If `X`'s shape is `[d[0], ..., d[axis-1], d[axis], ..., d[rank-1]]`,
the shape of `RMS` is `[d[0], ..., d[axis-1], 1, ..., 1]`.
`Y` and `X` have the same shape. This operator supports unidirectional broadcasting
(`Scale` should be unidirectional broadcastable to tensor `X`);
for more details please check [Broadcasting in ONNX](https://github.com/onnx/onnx/blob/main/docs/Broadcasting.md).

### Attributes

* **axis - INT** (default is `'-1'`):

  The first normalization dimension. If rank(X) is r, axis' allowed range is [-r, r). Negative value means counting dimensions from the back.

* **epsilon - FLOAT** (default is `'1e-05'`):

  The epsilon value to use to avoid division by zero.

* **stash_type - INT** (default is `'1'`):

  The floating-point precision used in stage one of the computation.

### Inputs

- **X** (heterogeneous) - **T**:

  The input tensor to be normalized. In general, the shape is (D1, D2, ... , Dn) for n-dimensional data, where the root mean squared norm is taken over the last D dimensions, D is determined by the axis attribute.
- **scale** (heterogeneous) - **V**:

  Scale tensor. Scale tensor shape should be broadcastable to the normalized shape.

### Outputs

- **Y** (heterogeneous) - **V**:

  Output data tensor.
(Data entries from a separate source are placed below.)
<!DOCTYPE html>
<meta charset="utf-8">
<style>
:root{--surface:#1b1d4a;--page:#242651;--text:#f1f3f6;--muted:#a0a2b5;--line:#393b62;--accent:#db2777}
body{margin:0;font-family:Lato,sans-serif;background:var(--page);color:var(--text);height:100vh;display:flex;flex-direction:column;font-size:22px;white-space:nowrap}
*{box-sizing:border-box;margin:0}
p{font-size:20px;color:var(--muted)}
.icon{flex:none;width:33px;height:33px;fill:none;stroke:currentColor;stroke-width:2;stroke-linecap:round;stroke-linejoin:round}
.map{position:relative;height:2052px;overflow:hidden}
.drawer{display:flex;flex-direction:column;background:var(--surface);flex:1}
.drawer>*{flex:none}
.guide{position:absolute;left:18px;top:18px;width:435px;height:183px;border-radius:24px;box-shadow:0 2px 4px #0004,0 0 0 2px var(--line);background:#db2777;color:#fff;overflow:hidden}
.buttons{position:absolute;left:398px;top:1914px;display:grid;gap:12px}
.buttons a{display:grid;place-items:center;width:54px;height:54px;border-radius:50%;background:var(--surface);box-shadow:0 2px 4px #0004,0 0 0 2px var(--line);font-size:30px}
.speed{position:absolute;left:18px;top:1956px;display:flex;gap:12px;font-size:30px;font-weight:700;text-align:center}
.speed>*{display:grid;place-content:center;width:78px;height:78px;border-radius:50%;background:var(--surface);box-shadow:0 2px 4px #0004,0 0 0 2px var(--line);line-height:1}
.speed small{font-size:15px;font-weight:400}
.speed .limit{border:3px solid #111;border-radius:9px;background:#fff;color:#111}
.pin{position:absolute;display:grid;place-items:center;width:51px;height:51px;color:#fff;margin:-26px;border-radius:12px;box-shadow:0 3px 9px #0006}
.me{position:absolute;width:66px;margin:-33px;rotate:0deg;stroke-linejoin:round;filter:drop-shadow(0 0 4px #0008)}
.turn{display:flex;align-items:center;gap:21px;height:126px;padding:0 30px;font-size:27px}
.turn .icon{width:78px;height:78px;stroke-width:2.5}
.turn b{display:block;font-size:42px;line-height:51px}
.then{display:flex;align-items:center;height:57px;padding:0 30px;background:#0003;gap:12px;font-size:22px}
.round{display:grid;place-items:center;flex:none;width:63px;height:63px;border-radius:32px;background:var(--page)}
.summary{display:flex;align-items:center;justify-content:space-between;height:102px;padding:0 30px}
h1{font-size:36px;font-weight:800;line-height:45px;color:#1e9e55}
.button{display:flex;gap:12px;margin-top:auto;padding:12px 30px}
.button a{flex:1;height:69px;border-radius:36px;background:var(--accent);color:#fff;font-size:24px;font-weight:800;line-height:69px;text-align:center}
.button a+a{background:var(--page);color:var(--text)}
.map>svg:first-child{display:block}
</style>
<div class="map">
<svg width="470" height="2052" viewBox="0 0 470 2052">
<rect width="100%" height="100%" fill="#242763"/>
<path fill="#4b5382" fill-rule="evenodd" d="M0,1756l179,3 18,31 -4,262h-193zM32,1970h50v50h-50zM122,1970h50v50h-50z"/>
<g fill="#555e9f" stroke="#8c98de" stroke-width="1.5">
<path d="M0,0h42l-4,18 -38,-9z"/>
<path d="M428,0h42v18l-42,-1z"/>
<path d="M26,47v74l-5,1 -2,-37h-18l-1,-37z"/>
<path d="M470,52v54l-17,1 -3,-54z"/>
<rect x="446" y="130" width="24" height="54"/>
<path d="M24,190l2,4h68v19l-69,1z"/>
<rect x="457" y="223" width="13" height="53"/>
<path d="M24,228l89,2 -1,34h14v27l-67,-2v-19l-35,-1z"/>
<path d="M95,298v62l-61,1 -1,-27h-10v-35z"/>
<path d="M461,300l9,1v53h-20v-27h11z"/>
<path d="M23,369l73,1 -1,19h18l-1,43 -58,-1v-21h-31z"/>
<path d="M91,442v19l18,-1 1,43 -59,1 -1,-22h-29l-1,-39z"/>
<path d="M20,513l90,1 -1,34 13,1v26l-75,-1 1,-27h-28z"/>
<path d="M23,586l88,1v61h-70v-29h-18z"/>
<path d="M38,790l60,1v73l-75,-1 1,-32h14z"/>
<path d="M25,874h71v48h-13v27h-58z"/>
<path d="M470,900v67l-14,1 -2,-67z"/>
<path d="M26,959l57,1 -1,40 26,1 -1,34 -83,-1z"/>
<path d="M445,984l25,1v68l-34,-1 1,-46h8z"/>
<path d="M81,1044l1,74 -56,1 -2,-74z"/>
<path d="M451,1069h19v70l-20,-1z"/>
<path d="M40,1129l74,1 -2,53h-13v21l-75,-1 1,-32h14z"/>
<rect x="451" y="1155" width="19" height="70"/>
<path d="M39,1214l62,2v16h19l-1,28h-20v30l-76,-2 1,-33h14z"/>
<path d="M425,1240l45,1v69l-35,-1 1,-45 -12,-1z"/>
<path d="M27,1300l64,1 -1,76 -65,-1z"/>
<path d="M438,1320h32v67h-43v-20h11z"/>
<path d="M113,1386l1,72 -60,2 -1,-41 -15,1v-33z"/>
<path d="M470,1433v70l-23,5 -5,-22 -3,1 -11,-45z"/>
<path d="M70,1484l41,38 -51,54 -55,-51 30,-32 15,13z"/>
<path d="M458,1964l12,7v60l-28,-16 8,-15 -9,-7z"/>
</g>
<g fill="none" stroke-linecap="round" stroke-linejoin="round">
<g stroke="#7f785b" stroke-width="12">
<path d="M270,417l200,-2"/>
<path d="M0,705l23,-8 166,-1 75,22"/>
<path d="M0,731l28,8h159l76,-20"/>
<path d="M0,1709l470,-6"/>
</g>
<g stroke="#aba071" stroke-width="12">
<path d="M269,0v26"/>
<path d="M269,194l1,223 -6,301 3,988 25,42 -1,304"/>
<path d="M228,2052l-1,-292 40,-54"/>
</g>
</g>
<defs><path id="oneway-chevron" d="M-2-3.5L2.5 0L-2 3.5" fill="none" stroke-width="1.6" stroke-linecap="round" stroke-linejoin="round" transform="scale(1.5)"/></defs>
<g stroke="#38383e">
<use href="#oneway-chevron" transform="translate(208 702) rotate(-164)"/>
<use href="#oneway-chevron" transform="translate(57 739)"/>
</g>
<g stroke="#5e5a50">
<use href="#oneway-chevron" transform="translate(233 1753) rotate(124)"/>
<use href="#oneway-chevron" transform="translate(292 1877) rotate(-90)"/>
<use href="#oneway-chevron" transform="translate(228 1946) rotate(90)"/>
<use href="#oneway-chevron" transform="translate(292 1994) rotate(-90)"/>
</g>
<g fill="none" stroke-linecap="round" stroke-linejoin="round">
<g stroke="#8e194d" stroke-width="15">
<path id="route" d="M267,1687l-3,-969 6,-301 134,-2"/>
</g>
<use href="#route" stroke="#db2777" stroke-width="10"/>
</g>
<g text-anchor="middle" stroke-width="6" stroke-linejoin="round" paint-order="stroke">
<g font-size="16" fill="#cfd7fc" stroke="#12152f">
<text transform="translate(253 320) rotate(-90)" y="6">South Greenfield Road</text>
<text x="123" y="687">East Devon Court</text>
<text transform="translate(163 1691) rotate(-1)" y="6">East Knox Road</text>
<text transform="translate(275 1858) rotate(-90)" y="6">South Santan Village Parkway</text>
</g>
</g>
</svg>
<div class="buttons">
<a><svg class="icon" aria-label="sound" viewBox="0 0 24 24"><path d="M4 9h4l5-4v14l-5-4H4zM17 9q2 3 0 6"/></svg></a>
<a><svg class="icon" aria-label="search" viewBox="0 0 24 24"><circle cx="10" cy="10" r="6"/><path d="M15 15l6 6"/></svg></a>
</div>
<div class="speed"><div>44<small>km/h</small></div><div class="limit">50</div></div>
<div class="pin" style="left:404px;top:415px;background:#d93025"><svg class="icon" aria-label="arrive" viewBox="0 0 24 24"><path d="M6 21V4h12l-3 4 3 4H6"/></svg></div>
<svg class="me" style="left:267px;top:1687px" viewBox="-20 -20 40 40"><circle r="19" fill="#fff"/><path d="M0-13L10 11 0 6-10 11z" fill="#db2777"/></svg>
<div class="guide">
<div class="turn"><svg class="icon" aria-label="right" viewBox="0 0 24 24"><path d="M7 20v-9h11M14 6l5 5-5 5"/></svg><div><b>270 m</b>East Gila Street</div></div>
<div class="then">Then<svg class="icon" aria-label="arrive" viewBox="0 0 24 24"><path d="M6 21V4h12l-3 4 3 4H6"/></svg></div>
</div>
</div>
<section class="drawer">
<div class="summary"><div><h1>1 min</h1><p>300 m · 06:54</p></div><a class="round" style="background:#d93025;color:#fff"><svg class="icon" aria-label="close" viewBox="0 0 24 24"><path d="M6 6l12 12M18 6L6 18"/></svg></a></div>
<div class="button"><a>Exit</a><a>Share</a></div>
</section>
Same shape as X

### Type Constraints

* **T** in ( `tensor(bfloat16)`, `tensor(double)`, `tensor(float)`, `tensor(float16)` ):

  Constrain input X type to float tensors.
* **V** in ( `tensor(bfloat16)`, `tensor(double)`, `tensor(float)`, `tensor(float16)` ):

  Constrain output Y and scale type to float tensors.